(Human pose keypoint data)

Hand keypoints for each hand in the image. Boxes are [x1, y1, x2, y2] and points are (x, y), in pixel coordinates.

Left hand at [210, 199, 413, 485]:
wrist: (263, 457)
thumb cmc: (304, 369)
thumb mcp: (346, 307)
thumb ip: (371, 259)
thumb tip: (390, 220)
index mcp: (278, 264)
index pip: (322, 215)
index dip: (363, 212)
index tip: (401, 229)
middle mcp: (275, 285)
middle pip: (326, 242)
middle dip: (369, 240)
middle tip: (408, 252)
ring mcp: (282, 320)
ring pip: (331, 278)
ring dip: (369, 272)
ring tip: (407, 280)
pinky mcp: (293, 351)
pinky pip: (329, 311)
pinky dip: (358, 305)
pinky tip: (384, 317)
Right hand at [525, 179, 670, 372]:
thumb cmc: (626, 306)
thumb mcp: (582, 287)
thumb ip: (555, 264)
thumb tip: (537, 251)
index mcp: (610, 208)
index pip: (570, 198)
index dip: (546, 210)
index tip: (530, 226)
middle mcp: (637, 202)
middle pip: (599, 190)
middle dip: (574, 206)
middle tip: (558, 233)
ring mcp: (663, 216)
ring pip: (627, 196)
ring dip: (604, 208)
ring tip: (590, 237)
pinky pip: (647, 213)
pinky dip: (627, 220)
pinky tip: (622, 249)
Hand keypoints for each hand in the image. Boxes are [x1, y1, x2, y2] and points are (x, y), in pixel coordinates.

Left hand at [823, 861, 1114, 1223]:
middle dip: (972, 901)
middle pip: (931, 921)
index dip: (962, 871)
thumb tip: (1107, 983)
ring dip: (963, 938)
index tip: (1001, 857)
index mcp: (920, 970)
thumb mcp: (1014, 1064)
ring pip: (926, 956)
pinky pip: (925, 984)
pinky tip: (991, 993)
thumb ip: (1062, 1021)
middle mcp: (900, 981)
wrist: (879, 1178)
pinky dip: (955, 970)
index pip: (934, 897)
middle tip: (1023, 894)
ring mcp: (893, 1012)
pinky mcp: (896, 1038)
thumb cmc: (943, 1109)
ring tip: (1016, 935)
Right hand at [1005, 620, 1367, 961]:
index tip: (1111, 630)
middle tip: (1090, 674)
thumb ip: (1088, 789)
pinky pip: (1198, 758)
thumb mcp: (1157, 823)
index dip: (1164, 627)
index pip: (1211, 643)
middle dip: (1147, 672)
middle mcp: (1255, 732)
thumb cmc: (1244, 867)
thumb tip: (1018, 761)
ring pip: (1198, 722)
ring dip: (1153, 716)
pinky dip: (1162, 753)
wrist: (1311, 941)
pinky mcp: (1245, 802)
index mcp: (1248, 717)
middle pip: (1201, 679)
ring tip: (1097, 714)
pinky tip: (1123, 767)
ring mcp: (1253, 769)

> _THE TASK_
Please restate only the opening stretch of the records above: every line from the first through the one containing "ring pip: (331, 278)", exactly as written.

> _WORKED SOLUTION_
Hand keypoints for each hand in the image. Boxes are [x1, y1, x2, y2] and points are (x, y), in pixel coordinates.

Left hand at [210, 199, 413, 485]:
wrist: (263, 457)
thumb cmc: (304, 369)
thumb mcp: (346, 307)
thumb ip: (371, 259)
thumb tip: (390, 220)
index mcp: (278, 264)
index pip: (322, 215)
index dip: (363, 212)
index tip: (401, 229)
middle mcp: (275, 285)
middle pip: (326, 242)
middle dip: (369, 240)
middle tip: (408, 252)
ring mcp: (282, 320)
ring pip: (331, 278)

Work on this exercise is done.